Posted by: The Brickmuppet at Mon May 22 23:37:38 2017 (KicmI)
2
It do. Though you can go into the post options and change the date.
Posted by: Pixy Misa at Tue May 23 02:04:58 2017 (PiXy!)
3
Yes.
That worked.
Thanks Pixy!
Posted by: The Brickmuppet at Tue May 23 10:22:15 2017 (KicmI)
4
Short of revolution, how do those who seek freedom from these cartels organize a resistance? I hope it all doesn't come down to the Hail Mary.
Posted by: Thegenrom at Wed May 24 00:10:35 2017 (hKbtp)
5
Very good post - thoughtfully argued.
Interesting that you mentioned Churchill, as he can be seen as an example of how the English nobility never really "matured" in the same way as Continental European nobility.
The relative weakness, porosity and malleability of the English class system was likely one of the reasons that the Industrial Revolution happened there.
Posted by: Robert at Wed May 24 02:39:40 2017 (dIgeD)
6
WRT the Brit class system: As the Industrial Revolution started making people very rich, the up and comers married into--bought their way--titles, and the nobility married into--sold nobility--to money. That may have kept a lid on things, as well as providing the nobility the resources to go on being noble.
All over Europe, as marriages were contracted for political purposes among nobility and from one dynasty or principality to another, as one observer put it, eventually you were marrying your third cousin, genetically speaking.
Posted by: Richard Aubrey at Wed May 24 06:34:23 2017 (W9gUg)
7
Short of revolution, how do those who seek freedom from these cartels organize a resistance? I hope it all doesn't come down to the Hail Mary.
Regarding any resistance, I don't know. I'd advise people to get to know their neighbors. If things go pear shaped in a big way, information technology and facial recognition is likely to make any Maquis style activity quite short lived.
For now, I'll hold out hope for the Hail Mary pass...
even though it looks like it's heading into the sidelines.
Posted by: The Brickmuppet at Wed May 24 07:21:10 2017 (KicmI)
8
Interesting article.
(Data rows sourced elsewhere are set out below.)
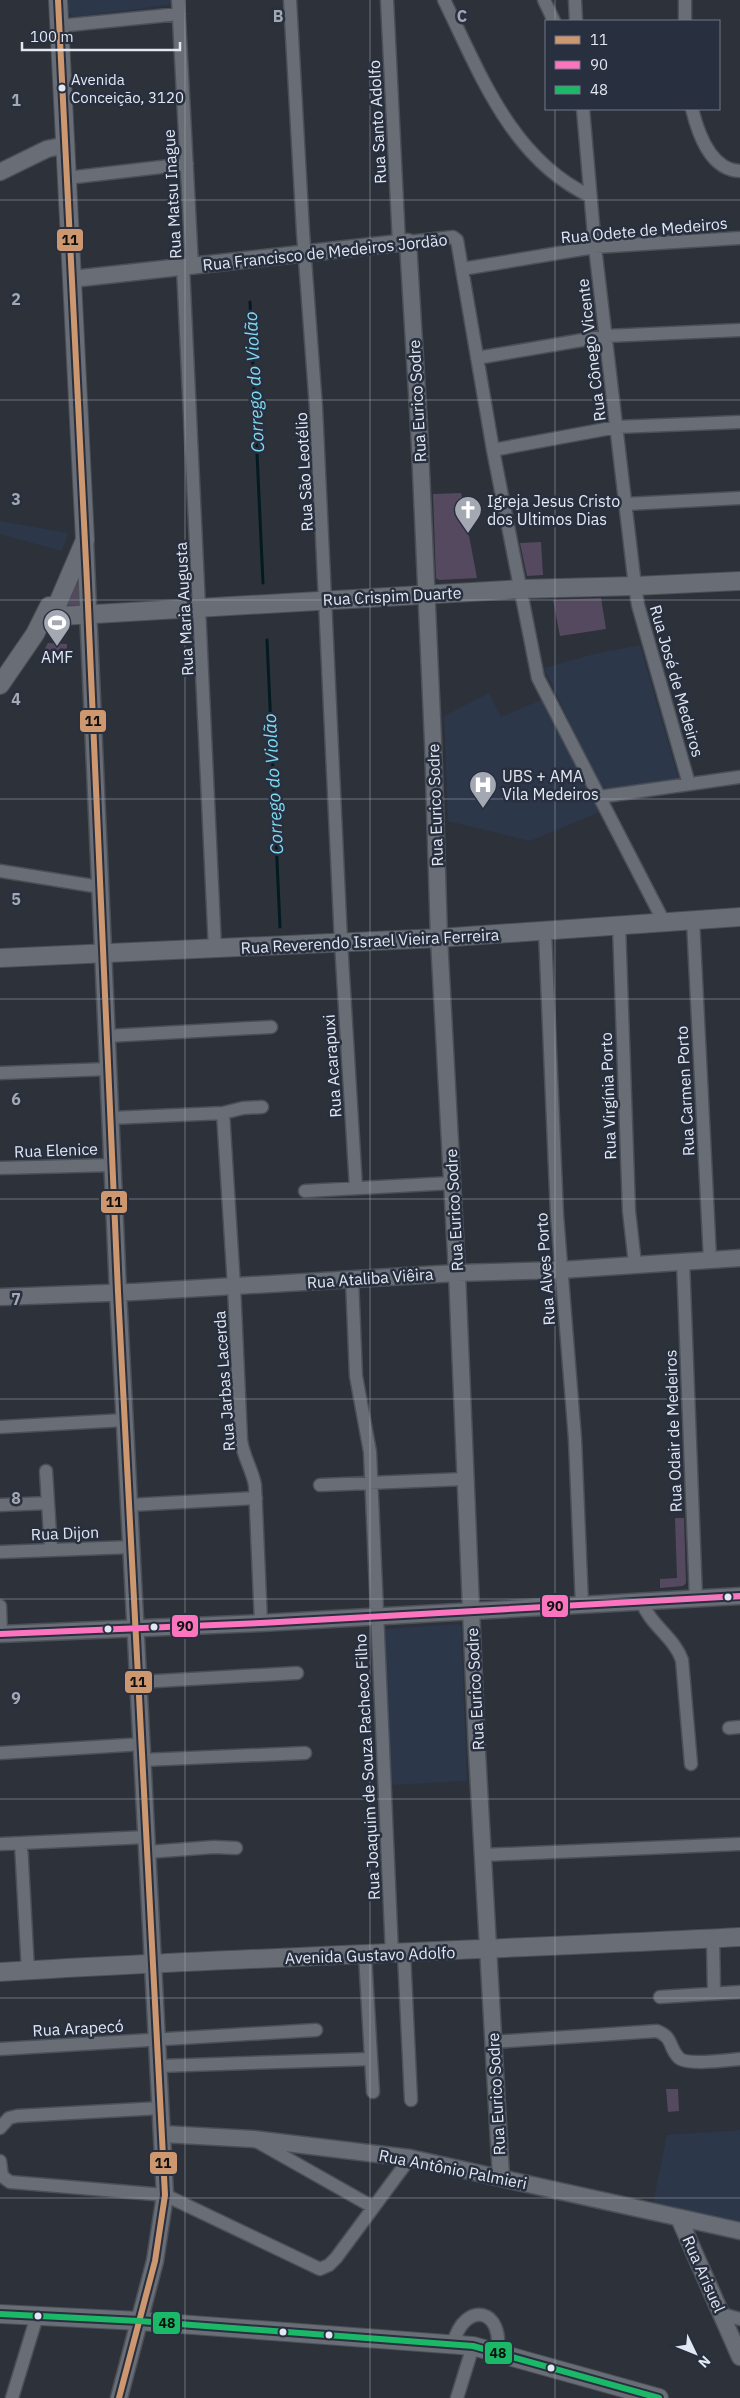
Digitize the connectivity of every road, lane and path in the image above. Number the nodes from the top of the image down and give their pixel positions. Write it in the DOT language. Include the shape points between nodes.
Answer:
graph roads {
  1 [pos="58,0"];
  2 [pos="178,0"];
  3 [pos="290,0"];
  4 [pos="388,0"];
  5 [pos="444,0"];
  6 [pos="544,0"];
  7 [pos="575,0"];
  8 [pos="685,0"];
  9 [pos="179,14"];
  10 [pos="554,20"];
  11 [pos="576,20"];
  12 [pos="685,20"];
  13 [pos="59,26"];
  14 [pos="583,110"];
  15 [pos="692,110"];
  16 [pos="66,145"];
  17 [pos="187,164"];
  18 [pos="740,171"];
  19 [pos="0,172"];
  20 [pos="67,178"];
  21 [pos="590,196"];
  22 [pos="740,238"];
  23 [pos="404,243"];
  24 [pos="595,247"];
  25 [pos="305,253"];
  26 [pos="188,266"];
  27 [pos="462,269"];
  28 [pos="72,279"];
  29 [pos="740,330"];
  30 [pos="606,336"];
  31 [pos="477,358"];
  32 [pos="740,422"];
  33 [pos="617,426"];
  34 [pos="493,450"];
  35 [pos="740,498"];
  36 [pos="626,504"];
  37 [pos="84,532"];
  38 [pos="740,581"];
  39 [pos="635,586"];
  40 [pos="521,589"];
  41 [pos="425,594"];
  42 [pos="327,599"];
  43 [pos="200,607"];
  44 [pos="88,613"];
  45 [pos="45,616"];
  46 [pos="0,685"];
  47 [pos="740,777"];
  48 [pos="689,784"];
  49 [pos="599,797"];
  50 [pos="0,871"];
  51 [pos="100,888"];
  52 [pos="740,917"];
  53 [pos="693,920"];
  54 [pos="664,922"];
  55 [pos="619,926"];
  56 [pos="545,931"];
  57 [pos="439,938"];
  58 [pos="341,942"];
  59 [pos="215,949"];
  60 [pos="102,954"];
  61 [pos="0,958"];
  62 [pos="271,1027"];
  63 [pos="107,1036"];
  64 [pos="109,1069"];
  65 [pos="0,1074"];
  66 [pos="262,1107"];
  67 [pos="223,1113"];
  68 [pos="111,1118"];
  69 [pos="113,1165"];
  70 [pos="0,1168"];
  71 [pos="452,1183"];
  72 [pos="356,1188"];
  73 [pos="305,1191"];
  74 [pos="740,1258"];
  75 [pos="710,1259"];
  76 [pos="682,1261"];
  77 [pos="635,1264"];
  78 [pos="561,1270"];
  79 [pos="458,1273"];
  80 [pos="352,1279"];
  81 [pos="234,1286"];
  82 [pos="118,1292"];
  83 [pos="0,1297"];
  84 [pos="125,1420"];
  85 [pos="0,1427"];
  86 [pos="46,1471"];
  87 [pos="465,1479"];
  88 [pos="371,1482"];
  89 [pos="320,1484"];
  90 [pos="256,1498"];
  91 [pos="48,1503"];
  92 [pos="0,1505"];
  93 [pos="130,1505"];
  94 [pos="132,1547"];
  95 [pos="51,1550"];
  96 [pos="0,1552"];
  97 [pos="740,1596"];
  98 [pos="696,1599"];
  99 [pos="642,1602"];
  100 [pos="0,1606"];
  101 [pos="582,1606"];
  102 [pos="471,1612"];
  103 [pos="377,1617"];
  104 [pos="261,1623"];
  105 [pos="137,1629"];
  106 [pos="1,1634"];
  107 [pos="298,1673"];
  108 [pos="139,1682"];
  109 [pos="143,1752"];
  110 [pos="0,1753"];
  111 [pos="305,1753"];
  112 [pos="691,1764"];
  113 [pos="21,1843"];
  114 [pos="0,1844"];
  115 [pos="148,1844"];
  116 [pos="740,1844"];
  117 [pos="236,1848"];
  118 [pos="483,1856"];
  119 [pos="740,1937"];
  120 [pos="713,1939"];
  121 [pos="488,1950"];
  122 [pos="398,1954"];
  123 [pos="365,1955"];
  124 [pos="154,1963"];
  125 [pos="28,1971"];
  126 [pos="0,1972"];
  127 [pos="740,1992"];
  128 [pos="714,1993"];
  129 [pos="660,1997"];
  130 [pos="316,2030"];
  131 [pos="158,2040"];
  132 [pos="493,2042"];
  133 [pos="0,2049"];
  134 [pos="371,2059"];
  135 [pos="740,2059"];
  136 [pos="159,2066"];
  137 [pos="373,2092"];
  138 [pos="411,2100"];
  139 [pos="161,2108"];
  140 [pos="0,2128"];
  141 [pos="163,2134"];
  142 [pos="254,2140"];
  143 [pos="410,2158"];
  144 [pos="0,2161"];
  145 [pos="501,2177"];
  146 [pos="165,2195"];
  147 [pos="373,2206"];
  148 [pos="679,2218"];
  149 [pos="740,2231"];
  150 [pos="0,2314"];
  151 [pos="722,2314"];
  152 [pos="37,2316"];
  153 [pos="740,2319"];
  154 [pos="140,2321"];
  155 [pos="452,2344"];
  156 [pos="473,2346"];
  157 [pos="497,2353"];
  158 [pos="740,2357"];
  159 [pos="12,2398"];
  160 [pos="119,2398"];
  161 [pos="457,2398"];
  162 [pos="659,2398"];
  1 -- 13 [label="main road"];
  2 -- 9 [label="street, Rua Matsu Inague"];
  3 -- 25 [label="street, Rua São Leotélio"];
  4 -- 23 [label="street, Rua Santo Adolfo"];
  5 -- 21 [label="street" via="506,122 562,180"];
  6 -- 10 [label="street"];
  7 -- 11 [label="street"];
  8 -- 12 [label="street"];
  9 -- 13 [label="street"];
  9 -- 17 [label="street, Rua Matsu Inague"];
  13 -- 16 [label="main road"];
  14 -- 21 [label="street, Rua Cônego Vicente"];
  15 -- 18 [label="street" via="713,158 727,168"];
  16 -- 19 [label="street" via="47,150"];
  16 -- 20 [label="main road"];
  17 -- 20 [label="street"];
  17 -- 26 [label="street, Rua Matsu Inague"];
  20 -- 28 [label="main road"];
  21 -- 24 [label="street, Rua Cônego Vicente"];
  22 -- 24 [label="street, Rua Odete de Medeiros"];
  23 -- 25 [label="street, Rua Francisco de Medeiros Jordão"];
  23 -- 27 [label="street, Rua Francisco de Medeiros Jordão" via="455,238"];
  23 -- 41 [label="street, Rua Eurico Sodre" via="419,426"];
  24 -- 27 [label="street, Rua Odete de Medeiros"];
  24 -- 30 [label="street, Rua Cônego Vicente"];
  25 -- 26 [label="street, Rua Francisco de Medeiros Jordão"];
  25 -- 42 [label="street, Rua São Leotélio"];
  26 -- 28 [label="street, Rua Francisco de Medeiros Jordão"];
  26 -- 43 [label="street, Rua Maria Augusta"];
  27 -- 31 [label="street, Rua Francisco de Medeiros Jordão"];
  28 -- 37 [label="main road"];
  29 -- 30 [label="street"];
  30 -- 31 [label="street"];
  30 -- 33 [label="street, Rua Cônego Vicente"];
  31 -- 34 [label="street, Rua Francisco de Medeiros Jordão"];
  32 -- 33 [label="street"];
  33 -- 34 [label="street"];
  33 -- 36 [label="street, Rua Cônego Vicente"];
  34 -- 40 [label="street, Rua Francisco de Medeiros Jordão"];
  35 -- 36 [label="street"];
  36 -- 39 [label="street, Rua Cônego Vicente"];
  37 -- 44 [label="street"];
  37 -- 45 [label="main road"];
  38 -- 39 [label="main road, Rua Crispim Duarte"];
  39 -- 40 [label="main road, Rua Crispim Duarte"];
  39 -- 48 [label="street, Rua José de Medeiros"];
  40 -- 41 [label="main road, Rua Crispim Duarte"];
  40 -- 49 [label="street, Rua Francisco de Medeiros Jordão" via="538,678"];
  41 -- 42 [label="main road, Rua Crispim Duarte"];
  41 -- 57 [label="street, Rua Eurico Sodre" via="434,741"];
  42 -- 43 [label="main road, Rua Crispim Duarte"];
  42 -- 58 [label="street, Rua São Leotélio"];
  43 -- 44 [label="main road, Rua Crispim Duarte"];
  43 -- 59 [label="street, Rua Maria Augusta"];
  44 -- 45 [label="main road, Rua Crispim Duarte"];
  44 -- 51 [label="street"];
  45 -- 46 [label="main road"];
  47 -- 48 [label="street"];
  48 -- 49 [label="street"];
  49 -- 54 [label="street, Rua Francisco de Medeiros Jordão"];
  50 -- 51 [label="street"];
  51 -- 60 [label="street"];
  52 -- 53 [label="main road, Rua Reverendo Israel Vieira Ferreira"];
  53 -- 54 [label="main road, Rua Reverendo Israel Vieira Ferreira"];
  53 -- 75 [label="street, Rua Carmen Porto"];
  54 -- 55 [label="main road, Rua Reverendo Israel Vieira Ferreira"];
  55 -- 56 [label="main road, Rua Reverendo Israel Vieira Ferreira"];
  55 -- 77 [label="street, Rua Virgínia Porto" via="629,1211"];
  56 -- 57 [label="main road, Rua Reverendo Israel Vieira Ferreira"];
  56 -- 78 [label="street, Rua Alves Porto"];
  57 -- 58 [label="main road, Rua Reverendo Israel Vieira Ferreira"];
  57 -- 71 [label="street, Rua Eurico Sodre"];
  58 -- 59 [label="main road, Rua Reverendo Israel Vieira Ferreira"];
  58 -- 72 [label="street, Rua Acarapuxi"];
  59 -- 60 [label="main road, Rua Reverendo Israel Vieira Ferreira"];
  60 -- 61 [label="main road, Rua Reverendo Israel Vieira Ferreira"];
  60 -- 63 [label="street"];
  62 -- 63 [label="street"];
  63 -- 64 [label="street"];
  64 -- 65 [label="street"];
  64 -- 68 [label="street"];
  66 -- 67 [label="street"];
  67 -- 68 [label="street"];
  67 -- 81 [label="street, Rua Jarbas Lacerda"];
  68 -- 69 [label="street"];
  69 -- 70 [label="street, Rua Elenice"];
  69 -- 82 [label="street"];
  71 -- 72 [label="street"];
  71 -- 79 [label="street, Rua Eurico Sodre"];
  72 -- 73 [label="street"];
  74 -- 75 [label="street, Rua Ataliba Viêira"];
  75 -- 76 [label="street, Rua Ataliba Viêira"];
  76 -- 77 [label="street, Rua Ataliba Viêira"];
  76 -- 98 [label="street, Rua Odair de Medeiros"];
  77 -- 78 [label="street, Rua Ataliba Viêira"];
  78 -- 79 [label="street, Rua Ataliba Viêira"];
  78 -- 101 [label="street, Rua Alves Porto" via="575,1439"];
  79 -- 80 [label="street, Rua Ataliba Viêira"];
  79 -- 87 [label="street, Rua Eurico Sodre"];
  80 -- 81 [label="street, Rua Ataliba Viêira"];
  80 -- 88 [label="street, Rua Joaquim de Souza Pacheco Filho" via="356,1376"];
  81 -- 82 [label="street, Rua Ataliba Viêira"];
  81 -- 90 [label="street, Rua Jarbas Lacerda" via="241,1440 252,1471"];
  82 -- 83 [label="street, Rua Ataliba Viêira"];
  82 -- 84 [label="street"];
  84 -- 85 [label="street"];
  84 -- 93 [label="street"];
  86 -- 91 [label="street"];
  87 -- 88 [label="street"];
  87 -- 102 [label="street, Rua Eurico Sodre"];
  88 -- 89 [label="street"];
  88 -- 103 [label="street, Rua Joaquim de Souza Pacheco Filho"];
  90 -- 93 [label="street"];
  90 -- 104 [label="street, Rua Jarbas Lacerda"];
  91 -- 92 [label="street"];
  91 -- 95 [label="street"];
  93 -- 94 [label="street"];
  94 -- 95 [label="street, Rua Dijon"];
  94 -- 105 [label="street"];
  95 -- 96 [label="street, Rua Dijon"];
  97 -- 98 [label="street"];
  98 -- 99 [label="street"];
  99 -- 101 [label="street"];
  99 -- 112 [label="street" via="649,1617 676,1647 682,1660"];
  100 -- 106 [label="street"];
  101 -- 102 [label="street"];
  102 -- 103 [label="street"];
  102 -- 118 [label="street, Rua Eurico Sodre"];
  103 -- 104 [label="street"];
  103 -- 122 [label="street, Rua Joaquim de Souza Pacheco Filho"];
  104 -- 105 [label="street"];
  105 -- 106 [label="street"];
  105 -- 108 [label="street"];
  107 -- 108 [label="street"];
  108 -- 109 [label="street"];
  109 -- 110 [label="street"];
  109 -- 111 [label="street"];
  109 -- 115 [label="street"];
  113 -- 114 [label="street"];
  113 -- 115 [label="street"];
  113 -- 125 [label="street"];
  115 -- 117 [label="street"];
  115 -- 124 [label="street"];
  116 -- 118 [label="street"];
  118 -- 121 [label="street, Rua Eurico Sodre"];
  119 -- 120 [label="main road, Avenida Gustavo Adolfo"];
  120 -- 121 [label="main road, Avenida Gustavo Adolfo"];
  120 -- 128 [label="street"];
  121 -- 122 [label="main road, Avenida Gustavo Adolfo"];
  121 -- 132 [label="street, Rua Eurico Sodre"];
  122 -- 123 [label="main road, Avenida Gustavo Adolfo"];
  122 -- 138 [label="street, Rua Joaquim de Souza Pacheco Filho"];
  123 -- 124 [label="main road, Avenida Gustavo Adolfo"];
  123 -- 134 [label="street"];
  124 -- 125 [label="main road, Avenida Gustavo Adolfo"];
  124 -- 131 [label="street"];
  125 -- 126 [label="main road, Avenida Gustavo Adolfo"];
  127 -- 128 [label="street"];
  128 -- 129 [label="street"];
  130 -- 131 [label="street, Rua Arapecó"];
  131 -- 133 [label="street, Rua Arapecó"];
  131 -- 136 [label="street"];
  132 -- 135 [label="street" via="656,2031 670,2040 676,2056 684,2061"];
  132 -- 145 [label="street, Rua Eurico Sodre"];
  134 -- 136 [label="street"];
  134 -- 137 [label="street"];
  136 -- 139 [label="street"];
  139 -- 140 [label="street" via="17,2116 9,2118"];
  139 -- 141 [label="street"];
  141 -- 142 [label="street, Rua Antônio Palmieri"];
  141 -- 146 [label="street"];
  142 -- 143 [label="street, Rua Antônio Palmieri"];
  142 -- 147 [label="street"];
  143 -- 145 [label="street, Rua Antônio Palmieri"];
  143 -- 147 [label="street"];
  144 -- 146 [label="street" via="2,2176 10,2182"];
  145 -- 148 [label="street, Rua Antônio Palmieri"];
  146 -- 147 [label="street" via="320,2269 336,2258"];
  146 -- 154 [label="street" via="160,2237"];
  148 -- 149 [label="street, Rua Antônio Palmieri"];
  148 -- 151 [label="street, Rua Arisuel"];
  150 -- 152 [label="main road"];
  151 -- 153 [label="street"];
  151 -- 158 [label="street, Rua Arisuel"];
  152 -- 154 [label="main road"];
  152 -- 159 [label="street"];
  154 -- 155 [label="main road"];
  154 -- 160 [label="street"];
  155 -- 156 [label="main road"];
  155 -- 157 [label="street" via="466,2319 481,2315 489,2318 498,2333"];
  156 -- 157 [label="main road"];
  156 -- 161 [label="street"];
  157 -- 162 [label="main road"];
}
Thanks for sharing.
BTW, it's viscount, not vicecount.....although (come to think of it) your spelling might be better.
Posted by: RL at Wed May 24 07:23:14 2017 (d1s2a)
9
The relative weakness, porosity and malleability of the English class system was likely one of the reasons that the Industrial Revolution happened there.
Indeed. As Richard Aubrey astutely notes in comment#6 England's relative flexibility regarding such titles may have acted as a safety valve there in a way. Our not having the official castes at all probably allowed us to catch up the way we did (we started way behind).
Posted by: The Brickmuppet at Wed May 24 07:36:30 2017 (KicmI)
10
The old sneer about those who raised themselves up 'in trade' still exists. Now, though, the sneer refers to 'capitalists', and the former elites have managed to pass their contempt onto their
proles, too.
Posted by: Thomas Hazlewood at Wed May 24 20:08:09 2017 (hBFii)
11
Since you quoted Sarah, I decided to tell her, and I guess it just snowballed from there. :-)
(She normally doesn't link things that quote her, but you really impressed her.)